I won’t translate the whole article, so Stefan summarized it in the mail list. Julia’s performance is mainly caused by the following points:
- an expressive parametric type system, allowing optional type annotation
- multiple dispatch using type annotations to select implementations
- dataflow type inference, allowing most expressions to be concretely typed
- careful design of the language and standard library to allow analysis
- aggressive code specialization on run-time types
- just-in-time compilation (using LLVM).
You can see how important the parameter type system and multiple distributions are as features of the language itself (which even directly affects the design of Julia code when it is written).
Meanwhile, Stefan commented:
LLVM is great, but it’s not magic. Using it does not automatically make a language implementation fast. What LLVM provides is freedom from doing your own native code generation, as well as a number standard low-level optimizations. You still have to generate good LLVM code. The LLVM virtual Machine is a typed register machine with an infinite number of write-once registers — it’s easier to work with than actual machine code, but not that far removed (which is the whole point).
In fact, we can see how shallow it is to say that CodeGen is dead. It is also (unspeakable) to say that Julia is nothing new but a mix of C++, R and Python.
To sum up, Julia is actually the result of limiting some of the original dynamic languages and trying to find a better balance. It’s wrong to say that it inherits the simplicity of Python, it’s wrong to say that it inherits R, and Julia doesn’t inherit C++. What Julia is saying is that we may be able to sacrifice some of the less important dynamics in order to achieve amazing speed.
Whether such a balance is optimal is a matter of opinion.
Some try
So actually, there are some attempts to challenge C/Fortran:
Pure Julia implements a BLAS:
Discourse.julialang.org/t/we-can-wr…
Pure Julia implementation of an HDF5:
Github.com/simonster/J…
A JSON implementation of pure Julia (which he could have done better, according to Honghong) :
Github.com/quinnj/JSON…
From this point of view, my understanding is actually not correct, in addition to more uniform multidimensional arrays (which is very important for physicists, otherwise there would not be so many people still using Fortran), maybe we can have a wider range of applications, not just scientific computing, machine learning, It’s more of the past that needs to be solved by the two languages.

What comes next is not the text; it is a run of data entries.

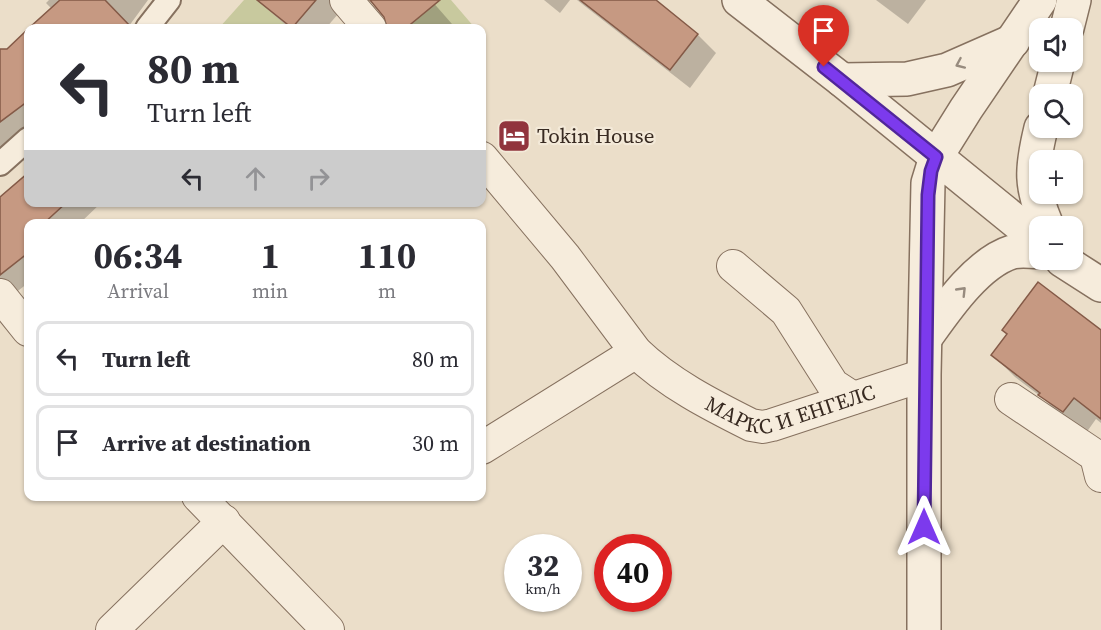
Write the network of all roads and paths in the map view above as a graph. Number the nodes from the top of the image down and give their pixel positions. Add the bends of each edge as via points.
1 (169, 0) edge
2 (345, 0) edge
3 (739, 0) edge
4 (1040, 0) edge
5 (1074, 0) edge
6 (1070, 18) edge
7 (150, 24) edge
8 (366, 24) edge
9 (1013, 41) junction
10 (842, 80) junction
11 (1039, 138) edge
12 (24, 143) edge
13 (936, 157) junction
14 (486, 163) edge
15 (0, 164) edge
16 (1043, 216) edge
17 (1029, 232) edge
18 (1029, 251) edge
19 (733, 266) dead end
20 (1077, 270) edge
21 (1101, 285) edge
22 (0, 295) edge
23 (24, 325) edge
24 (926, 337) junction
25 (636, 352) junction
26 (924, 375) junction
27 (853, 398) junction
28 (1011, 399) dead end
29 (486, 446) edge
30 (1101, 476) edge
31 (203, 501) edge
32 (224, 521) junction
33 (112, 630) edge
34 (328, 630) edge
35 (924, 630) edge

1 - 7 street
2 - 8 street
3 - 10 street
4 - 9 street
5 - 6 street
9 -> 10 street via 947,70 907,79
9 - 13 street
10 - 13 street
11 - 16 street via 1033,181
12 - 15 street
13 - 17 street
13 - 24 street via 928,195
14 - 25 street, МАРКС И ЕНГЕЛС via 565,257
24 -> 18 street via 955,298 996,260 1010,253
19 - 27 street via 786,311 833,385
20 - 21 street
22 - 23 street
24 - 26 street
25 - 27 street, МАРКС И ЕНГЕЛС via 681,387 756,427
25 - 29 street
26 - 27 street, МАРКС И ЕНГЕЛС
26 - 35 street
28 - 30 street via 1096,456
31 - 32 street
32 - 33 street
32 - 34 street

But relative, in the past with a language can solve the problem, perhaps such a big kill tool is not easy to use. I think this is probably objective enough to describe Julia, and you can also get a sense of what it is suitable for and what it is not suitable for.
And finally, PERSONALLY, I don’t think Julia is a good fit for white right now. And not for people who want to get a job. But it is more suitable for those who have struggled with bilingualism in the past.
[1]: C. F. Bolz, A. Cuni, M. Fijalkowski, and A. Rigo. Tracing the meta-level: Pypy’s tracing JIT Compiler. In Proceedings of the 4th workshop on the Implementation, Compilation, Optimization of Object-oriented Languages and Programming Systems, ICOOOLPS ’09, Pages 18 — 25, New York, NY, USA, 2009. ACM.
[2]: H. G. Baker. The nimble type inferencer for common lisp-84. Technical report, Tech. Rept., Nimble Comp, 1990.
[3] : R. A. Brooks and R. P. Gabriel. A critique of common lisp. In Proceedings of the 1984 ACM Symposium on LISP and Functional Programming, LFP ’84, Pages 1-8, New York, NY, USA, 1984. ACM.
[4]. F. Morandat, B. Hill, L. Osvald, and J. Vitek. Evaluating the design of the R language. In J. Noble, editor, ECOOP 2012 Object-Oriented Programming, volume 7313 of Lecture Notes in Computer Science, Pages 104 — 131. Springer Berlin/Heidelberg, 2012.
[5]. M. Furr, J.-h. D. An, and J. S. Foster. Profile-guided static typing for dynamic scripting languages. SIGPLAN Not., Possession of 3-300, Oct. 2009.
[6] H. G. Baker. Clostrophobia: etiology and treatment. SIGPLAN OOPS Mess., 2(4): 4 — 15, Oct. 1991.